On top of that, hypertension, diabetes, arthropathy, so a very slow-growing and debilitating and aggressive disease. Regarding mortality, if the disease is not controlled and the mortality is increased, it may be 1.7 up to three times the normal population. We need to control the disease. We need to have normal IGF-1 and GH, mainly IGF-1, but ideally also GH. Otherwise, this patient is at risk of having precocious mortality.
These are the main problems of the disease. The primary treatment of acromegaly surgery. The patient should be referred to a referral center. It’s very, very important that the patient is operated on in the referral center.

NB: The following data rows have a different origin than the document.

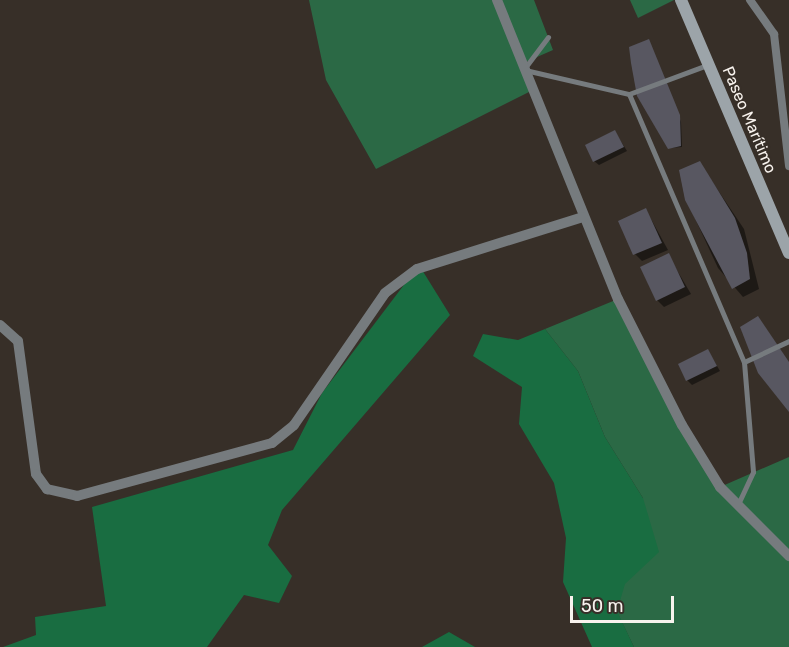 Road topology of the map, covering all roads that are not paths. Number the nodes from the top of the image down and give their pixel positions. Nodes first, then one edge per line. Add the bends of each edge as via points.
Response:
1 (496, 0) edge
2 (681, 0) edge
3 (750, 0) edge
4 (548, 37) dead end
5 (708, 65) junction
6 (523, 70) junction
7 (630, 94) junction
8 (789, 166) edge
9 (583, 217) junction
10 (789, 253) edge
11 (0, 325) edge
12 (789, 341) edge
13 (744, 362) junction
14 (736, 507) junction
15 (789, 556) edge

1 - 6 street
2 - 5 main road, Paseo Marítimo
3 - 8 street via 774,34
4 - 6 lane
5 - 7 lane
5 - 10 main road, Paseo Marítimo
6 - 7 lane
6 - 9 street
7 - 13 lane
9 - 11 street via 417,268 385,293 294,425 272,443 77,496 47,489 36,474 18,341
9 - 14 street via 682,425
12 - 13 lane
13 - 14 lane via 753,472
14 - 15 street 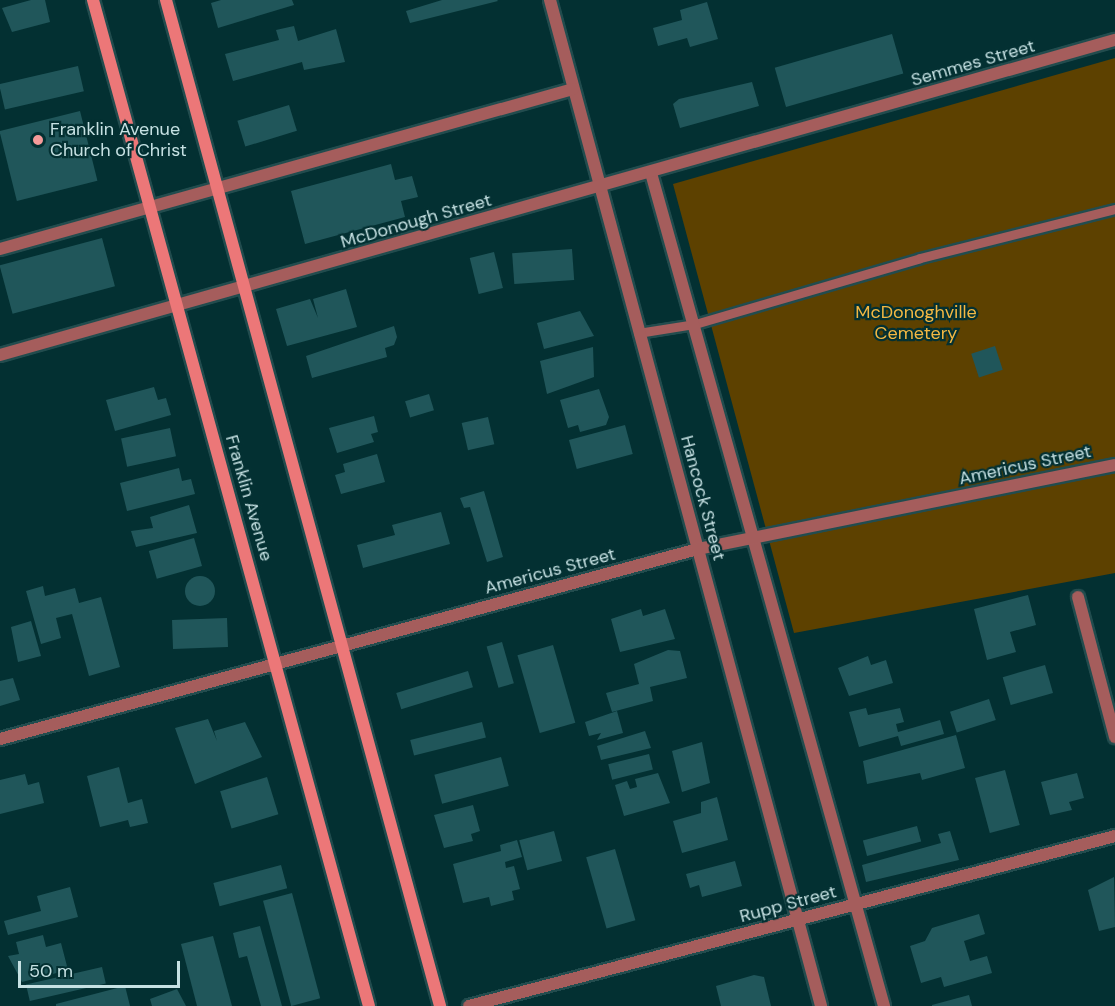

One of the definitions of a referral center is a center that has a neurosurgeon that does at least one pituitary surgery per week. I mean, 50 per year, ideally 100. Also, the center has to have a neuroendocrinologist and the whole team.
The primary treatment is surgery. Surgery will cure the patient in approximately 50% of the case. This in referral centers, because if it’s not in a referral center, it could be close to zero or 10%. But in referral centers, the average is 50%. This means that the other 50% will need more treatment that are usually the drugs. Radiotherapy is reserved for more aggressive diseases because the patient may get some important complications with radiotherapy. We reserve radiotherapy for more aggressive tumors. Usually when the patient is not cured by surgery, we put them on drugs.